В мышеловке

После того, как Султан сбрил усы, жить стало немного легче. Усы всё-таки  подчёркивали его восточную, кавказскую внешность. Но во всех его движениях просматривалась скованность и осторожность, что, в противовес желанию быть незаметным, напротив, привлекало внимание. Он старался меньше появляться на улицах и в общественных местах, но жизнь требовала общения, и долго отсиживаться дома не удавалось.

Москва бурлила финансовыми потоками, пузырилась человеческой пеной, заливалась животным смехом и невидимыми миру слезами. Как и во всяком большом городе, в ней уживалось всё: хорошее и плохое, прекрасное и безобразное, вечное и сиюминутное...

И в этом кипящем котле Султану, занесённому ветром войны чеченцу, жилось неуютно. Многие москвичи, с которыми он общался, тоже жаловались на свою судьбу, но это были жалобы иного порядка. Им не хватало денег, не удавалось найти интересную работу, ему же не доставало свободы.

Как затравленный зверь выживал он в столице всея Руси, спасая себя и свою семью. Они могли поехать в какой-нибудь провинциальный городок, но там все на виду, публика попримитивней, вполне довольствуется правительственной информацией, и, случись что,  некуда будет скрыться. Мысль о надёжном убежище постоянно преследовала Султана.

И даже не столько для себя, сколько для матери, жены и детей, которых он, по счастливой случайности, сумел вывезти из Чечни. Адресов, где они могли укрыться, имелось несколько. Это были квартиры друзей, с которыми он учился раньше на факультете журналистики. Он заручился их согласием принять его на неопределённый срок, но пока не торопился использовать эту возможность. В их квартирах он решил прятаться, чтобы отсидеться, переждать очередную волну зачисток и погромов.

И хотя несколько раз ему пришлось побывать в милиции и выслушать всякие гадости про свой народ, но активно им пока не интересовались. Он не знал следят ли за ним, прослушивают ли его телефон, но и по телефону, и в общественных местах старался вести себя так, чтоб претензий к нему не предъявляли. Он понимал всю относительность и обманчивость подобной ситуации, знал, что если власть захочет окончательно расправиться с чеченцами, то ни хорошее поведение, никакие заслуги не примутся в расчёт.

Настроение было никудышное, он чувствовал себя ненужным, но он сам выбрал этот путь и не видел дороги назад. Читая на интернетных сайтах и в последних, доживающих свои дни, оппозиционных правительству газетах о пытках в фильтрационных лагерях, ужасной жизни в лагерях для беженцев, зачистках и убийствах мирных жителей, он испытывал панический страх. И в то же время  вести о непрекращающемся сопротивлении, засевших в горах моджахедов, наполняли сердце гордостью за свой народ.

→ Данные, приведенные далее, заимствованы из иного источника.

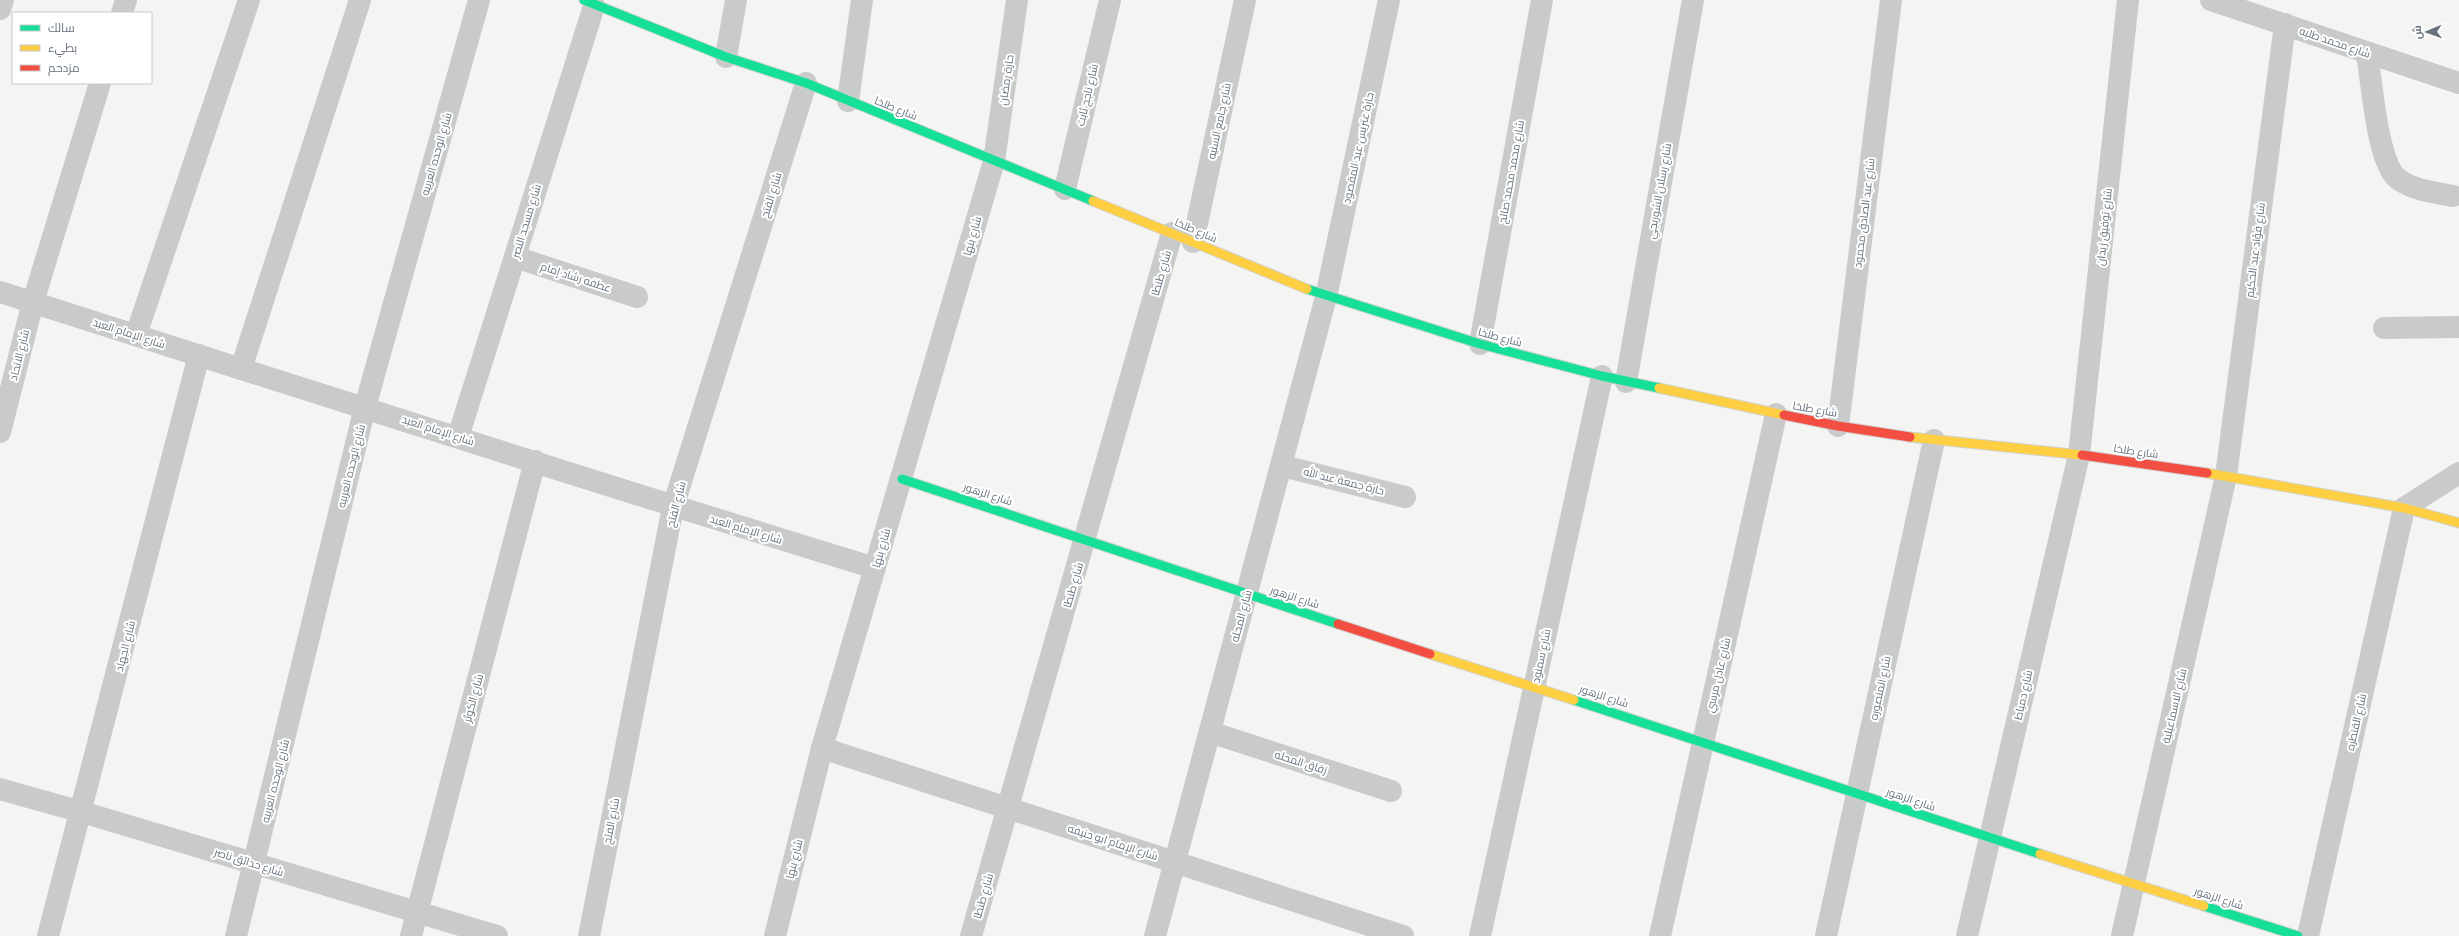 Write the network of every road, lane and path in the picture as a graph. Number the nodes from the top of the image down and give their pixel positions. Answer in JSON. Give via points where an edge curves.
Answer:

С одной стороны он жил в относительно комфортных условиях, но страх и неопределённость убивали душу. Он по-хорошему завидовал моджахедам, которые, испытывая значительные физические трудности, оставались на душевном подъёме. Он чувствовал на расстоянии, что весть о каждом подбитом танке или машине противника, каждом убитом кафире или приспешнике из числа местных мунафиков наполняет сердца моджахедов неописуемой радостью.

«Значит правы они, а не я, - думал он, - сердце всегда радуется, когда ты на верном пути».  Боязнь за семью и страх умереть самому сдерживали его. Если бы не семья, он, наверное, преодолел бы в себе этот страх, да, скорей бы всего преодолел, но  трое маленьких детей, пожилая мать и не очень-то приспособленная к трудностям жизни жена-музыкант мешали ему принять радикальное решение.

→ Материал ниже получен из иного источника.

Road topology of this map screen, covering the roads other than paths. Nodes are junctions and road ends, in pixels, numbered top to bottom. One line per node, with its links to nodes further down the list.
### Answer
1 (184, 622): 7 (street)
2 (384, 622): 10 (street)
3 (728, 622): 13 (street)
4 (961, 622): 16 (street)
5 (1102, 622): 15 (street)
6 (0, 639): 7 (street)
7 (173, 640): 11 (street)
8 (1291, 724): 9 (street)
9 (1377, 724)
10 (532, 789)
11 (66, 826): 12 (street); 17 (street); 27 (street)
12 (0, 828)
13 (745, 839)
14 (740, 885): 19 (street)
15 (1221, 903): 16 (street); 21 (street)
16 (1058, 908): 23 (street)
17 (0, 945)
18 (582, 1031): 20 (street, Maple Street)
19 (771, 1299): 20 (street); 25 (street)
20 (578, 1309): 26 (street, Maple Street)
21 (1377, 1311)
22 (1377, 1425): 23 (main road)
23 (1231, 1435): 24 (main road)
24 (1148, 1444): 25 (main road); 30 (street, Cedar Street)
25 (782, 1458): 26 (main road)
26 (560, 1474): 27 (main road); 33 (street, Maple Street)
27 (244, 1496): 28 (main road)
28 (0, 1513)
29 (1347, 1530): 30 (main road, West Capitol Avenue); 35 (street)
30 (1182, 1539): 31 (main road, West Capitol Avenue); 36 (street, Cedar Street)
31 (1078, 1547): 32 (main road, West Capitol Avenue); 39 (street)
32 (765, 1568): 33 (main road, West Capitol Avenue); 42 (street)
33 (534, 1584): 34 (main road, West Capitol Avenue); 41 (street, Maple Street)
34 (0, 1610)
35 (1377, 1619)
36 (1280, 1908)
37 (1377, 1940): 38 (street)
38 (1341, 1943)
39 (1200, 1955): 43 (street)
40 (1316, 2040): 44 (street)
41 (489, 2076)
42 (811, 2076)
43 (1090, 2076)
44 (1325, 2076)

И эта раздвоенность сознания мучила, отнимала сон, лишала аппетита. Друзья подарили ему компьютер, и большую часть времени он просиживал дома, собирая по интернету материал для их статей. Иногда сам писал, но всё выходило под именами друзей, опять-таки чтобы не привлекать к себе внимания. Друзья платили, и на эти деньги он жил. Связывался с ними по сотовому телефону. Хозяйством не обзаводился, ибо время от времени приходилось переезжать, когда в доме, где они проживали, объявлялось какое-либо лицо, чаще всего из числа пьяниц, которое заводило обоюдоострые разговоры на чеченские темы.

Действительность не давала забыться и расслабиться, и пытаясь хоть как-то оправдаться, Султан старался философски рассуждать о смысле жизни и назначении человека. Добрые дела перекрывались злыми, созидания сменялись разрушениями, творческие достижения и завоевания мысли часто оборачивались во вред людям, не было ничего на свете, чтобы не имело конца и не было забыто. И тогда получалось, что жизнь не имела никакого другого смысла, как только получать радости сегодняшнего дня.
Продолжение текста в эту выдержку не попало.